Surveillance for and Discovery of Borrelia Species in US Patients Suspected of Tickborne Illness

Abstract

Background: Tick-transmitted Borrelia fall into 2 heterogeneous bacterial complexes comprised of multiple species, the relapsing fever (RF) group and the Borrelia burgdorferi sensu lato group, which are the causative agents of Lyme borreliosis (LB), the most common tickborne disease in the Northern Hemisphere. Geographic expansion of LB in the United States and discovery of emerging Borrelia pathogens underscores the importance of surveillance for disease-causing Borrelia.

Methods: De-identified clinical specimens, submitted by providers throughout the United States, for patients suspected of LB, anaplasmosis, ehrlichiosis, or babesiosis were screened using a Borrelia genus-level TaqMan polymerase chain reaction (PCR). Borrelia species and sequence types (STs) were characterized by multilocus sequence typing (MLST) utilizing next-generation sequencing.

Results: Among 7292 specimens tested, 5 Borrelia species were identified: 2 causing LB, B. burgdorferi (n = 25) and B. mayonii (n = 9), and 3 RF borreliae, B. hermsii (n = 1), B. miyamotoi (n = 8), and Candidatus B. johnsonii (n = 1), a species previously detected only in the bat tick, Carios kelleyi. ST diversity was greatest for B. burgdorferi-positive specimens, with new STs identified primarily among synovial fluids.
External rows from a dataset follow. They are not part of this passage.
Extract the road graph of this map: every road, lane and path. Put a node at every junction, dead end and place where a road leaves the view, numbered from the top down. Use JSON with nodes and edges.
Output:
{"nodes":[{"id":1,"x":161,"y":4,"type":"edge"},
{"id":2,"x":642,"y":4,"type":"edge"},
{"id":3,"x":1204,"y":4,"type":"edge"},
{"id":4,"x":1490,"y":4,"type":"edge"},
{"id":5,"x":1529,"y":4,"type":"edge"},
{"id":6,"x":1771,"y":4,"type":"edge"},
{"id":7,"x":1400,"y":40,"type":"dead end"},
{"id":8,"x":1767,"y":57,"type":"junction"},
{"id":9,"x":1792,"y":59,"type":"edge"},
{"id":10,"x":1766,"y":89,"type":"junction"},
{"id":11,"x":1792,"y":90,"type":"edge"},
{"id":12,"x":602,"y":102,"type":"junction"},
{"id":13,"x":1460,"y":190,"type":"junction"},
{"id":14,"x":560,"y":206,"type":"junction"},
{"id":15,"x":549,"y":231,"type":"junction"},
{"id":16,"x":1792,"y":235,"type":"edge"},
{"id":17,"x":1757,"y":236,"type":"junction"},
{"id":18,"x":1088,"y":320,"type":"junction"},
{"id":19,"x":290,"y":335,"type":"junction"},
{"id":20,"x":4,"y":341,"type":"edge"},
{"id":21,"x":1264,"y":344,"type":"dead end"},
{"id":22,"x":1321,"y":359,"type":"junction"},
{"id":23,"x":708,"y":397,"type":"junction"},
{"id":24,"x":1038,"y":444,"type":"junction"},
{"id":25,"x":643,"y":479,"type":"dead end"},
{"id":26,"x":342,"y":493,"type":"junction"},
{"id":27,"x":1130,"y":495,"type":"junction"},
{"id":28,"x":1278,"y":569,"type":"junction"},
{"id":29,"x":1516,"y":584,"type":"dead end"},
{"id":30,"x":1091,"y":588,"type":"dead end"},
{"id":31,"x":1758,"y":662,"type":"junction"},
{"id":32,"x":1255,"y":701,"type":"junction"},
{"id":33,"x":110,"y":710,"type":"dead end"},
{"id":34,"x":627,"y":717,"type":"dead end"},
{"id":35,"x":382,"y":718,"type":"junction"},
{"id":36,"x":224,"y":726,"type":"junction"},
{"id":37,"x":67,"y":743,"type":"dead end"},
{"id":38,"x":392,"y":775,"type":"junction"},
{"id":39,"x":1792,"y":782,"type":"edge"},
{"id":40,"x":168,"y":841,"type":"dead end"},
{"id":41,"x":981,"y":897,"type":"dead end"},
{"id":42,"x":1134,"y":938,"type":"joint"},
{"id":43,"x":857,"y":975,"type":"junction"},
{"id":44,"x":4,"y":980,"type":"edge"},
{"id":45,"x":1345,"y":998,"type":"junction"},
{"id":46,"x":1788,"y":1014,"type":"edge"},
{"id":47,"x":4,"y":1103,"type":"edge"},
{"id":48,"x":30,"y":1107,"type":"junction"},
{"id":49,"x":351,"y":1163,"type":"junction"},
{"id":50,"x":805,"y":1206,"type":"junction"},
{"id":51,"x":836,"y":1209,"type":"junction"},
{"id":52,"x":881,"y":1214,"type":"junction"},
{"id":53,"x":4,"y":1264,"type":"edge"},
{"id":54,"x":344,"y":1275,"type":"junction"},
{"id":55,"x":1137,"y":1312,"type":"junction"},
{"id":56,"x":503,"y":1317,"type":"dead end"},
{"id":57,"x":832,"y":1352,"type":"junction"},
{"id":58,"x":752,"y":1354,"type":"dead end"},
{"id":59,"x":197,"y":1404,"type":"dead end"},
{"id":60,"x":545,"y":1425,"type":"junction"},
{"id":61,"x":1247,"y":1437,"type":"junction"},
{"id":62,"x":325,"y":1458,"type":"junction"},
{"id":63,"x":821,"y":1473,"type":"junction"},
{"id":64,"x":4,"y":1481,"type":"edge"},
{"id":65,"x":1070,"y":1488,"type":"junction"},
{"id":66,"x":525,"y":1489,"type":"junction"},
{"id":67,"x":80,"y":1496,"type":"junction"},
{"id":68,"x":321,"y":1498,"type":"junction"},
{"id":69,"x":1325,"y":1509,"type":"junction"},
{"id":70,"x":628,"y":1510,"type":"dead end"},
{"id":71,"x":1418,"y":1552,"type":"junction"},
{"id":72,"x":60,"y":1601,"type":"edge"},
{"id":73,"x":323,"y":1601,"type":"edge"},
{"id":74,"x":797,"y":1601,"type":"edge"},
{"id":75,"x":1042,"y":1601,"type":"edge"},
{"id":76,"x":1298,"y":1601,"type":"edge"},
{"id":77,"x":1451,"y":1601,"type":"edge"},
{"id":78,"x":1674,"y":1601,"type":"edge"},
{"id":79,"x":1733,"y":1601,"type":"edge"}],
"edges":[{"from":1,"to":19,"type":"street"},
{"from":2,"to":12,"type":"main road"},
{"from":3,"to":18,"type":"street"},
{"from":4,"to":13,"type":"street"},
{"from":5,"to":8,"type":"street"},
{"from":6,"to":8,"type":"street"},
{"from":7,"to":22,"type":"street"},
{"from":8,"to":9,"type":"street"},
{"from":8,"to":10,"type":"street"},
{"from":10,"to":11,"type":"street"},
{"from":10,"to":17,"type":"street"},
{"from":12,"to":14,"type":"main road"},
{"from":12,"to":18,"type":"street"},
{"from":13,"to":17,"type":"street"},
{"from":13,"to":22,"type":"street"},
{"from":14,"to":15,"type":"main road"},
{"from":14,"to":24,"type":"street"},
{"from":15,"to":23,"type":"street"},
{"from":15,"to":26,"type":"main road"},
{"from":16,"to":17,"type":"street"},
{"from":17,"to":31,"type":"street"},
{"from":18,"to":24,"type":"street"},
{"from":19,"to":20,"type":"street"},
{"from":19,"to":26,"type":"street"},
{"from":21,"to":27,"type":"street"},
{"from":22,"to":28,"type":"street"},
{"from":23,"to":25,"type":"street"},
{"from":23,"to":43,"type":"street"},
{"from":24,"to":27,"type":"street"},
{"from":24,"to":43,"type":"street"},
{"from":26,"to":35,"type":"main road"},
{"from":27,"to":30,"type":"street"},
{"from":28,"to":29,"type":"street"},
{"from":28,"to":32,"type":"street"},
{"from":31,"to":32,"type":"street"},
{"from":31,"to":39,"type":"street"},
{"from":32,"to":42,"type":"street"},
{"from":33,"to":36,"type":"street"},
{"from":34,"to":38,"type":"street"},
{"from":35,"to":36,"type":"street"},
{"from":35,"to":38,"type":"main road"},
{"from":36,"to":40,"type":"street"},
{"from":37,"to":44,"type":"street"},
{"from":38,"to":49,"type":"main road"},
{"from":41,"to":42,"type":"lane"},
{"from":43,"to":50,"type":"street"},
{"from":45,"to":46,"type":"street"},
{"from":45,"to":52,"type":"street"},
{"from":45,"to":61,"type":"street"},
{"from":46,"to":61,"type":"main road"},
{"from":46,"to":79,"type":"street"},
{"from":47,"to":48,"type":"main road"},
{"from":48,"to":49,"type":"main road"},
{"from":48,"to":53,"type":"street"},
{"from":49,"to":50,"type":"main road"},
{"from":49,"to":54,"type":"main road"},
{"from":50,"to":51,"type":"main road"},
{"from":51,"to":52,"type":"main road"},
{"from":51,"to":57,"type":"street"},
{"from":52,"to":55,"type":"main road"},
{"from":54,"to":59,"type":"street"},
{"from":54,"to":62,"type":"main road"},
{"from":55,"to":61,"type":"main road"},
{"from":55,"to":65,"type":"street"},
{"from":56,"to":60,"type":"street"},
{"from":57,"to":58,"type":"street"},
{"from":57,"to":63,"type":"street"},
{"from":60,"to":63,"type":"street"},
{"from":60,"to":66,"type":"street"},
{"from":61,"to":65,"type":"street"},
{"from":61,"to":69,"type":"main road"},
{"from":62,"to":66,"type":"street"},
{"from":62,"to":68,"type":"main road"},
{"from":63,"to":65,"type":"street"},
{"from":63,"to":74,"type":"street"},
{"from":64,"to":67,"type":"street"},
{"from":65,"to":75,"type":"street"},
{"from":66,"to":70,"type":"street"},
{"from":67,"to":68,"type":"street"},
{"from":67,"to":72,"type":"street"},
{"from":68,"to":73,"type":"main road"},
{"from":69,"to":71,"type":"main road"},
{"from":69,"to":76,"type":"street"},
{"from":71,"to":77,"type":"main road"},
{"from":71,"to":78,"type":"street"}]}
Conclusions: These results demonstrate that broad PCR screening followed by MLST is a powerful surveillance tool for uncovering the spectrum of disease-causing Borrelia species, understanding their geographic distribution, and investigating the correlation between B. burgdorferi STs and joint involvement. Detection of Candidatus B. johnsonii in a patient with suspected tickborne disease suggests this species may be a previously undetected cause of illness in humans exposed to bat ticks.

Figure 1. Origin of clinical specimens from patients suspected of tickborne illness

Origin of 7,292 clinical specimens tested in this study. Differential shading indicates the number of patient specimens originating from each state.

Figure 2. Phylogenetic relationships of identified Borrelia species

The phylogenetic tree is based on alignment of in frame concatenated DNA sequence fragments from 8 housekeeping genes (clpA, clpX, nifS, pepX, pyrG, recG, rplB, and uvrA) (n = 4,791 bp). Strains sequenced in this study are highlighted as follows: blue, B. burgdorferi; purple, B. mayonii; red, B. miyamotoi; pink, B. hermsii, and orange, Candidatus B. johnsonii. Publicly available sequences for 18 different Bbsl genospecies and 10 different RF borreliae (gray) were included for comparison. The scale bar corresponds to 0.1 substitutions per nucleotide position.

Figure 3. Identification of Candidatus Borrelia johnsonii in patient blood

Phylogenetic relationship of Borrelia spp. 15-3581 (red) based on analysis of concatenated glpQ, flaB, and 16S rDNA sequences (n = 3048 bp). Publicly available sequences for 6 different RF borreliae (gray) and B. hermsii 15-5636 from this study were included for comparison. Bootstrap support values greater than 50% are shown. The scale bar corresponds to 0.01 substitutions per nucleotide position.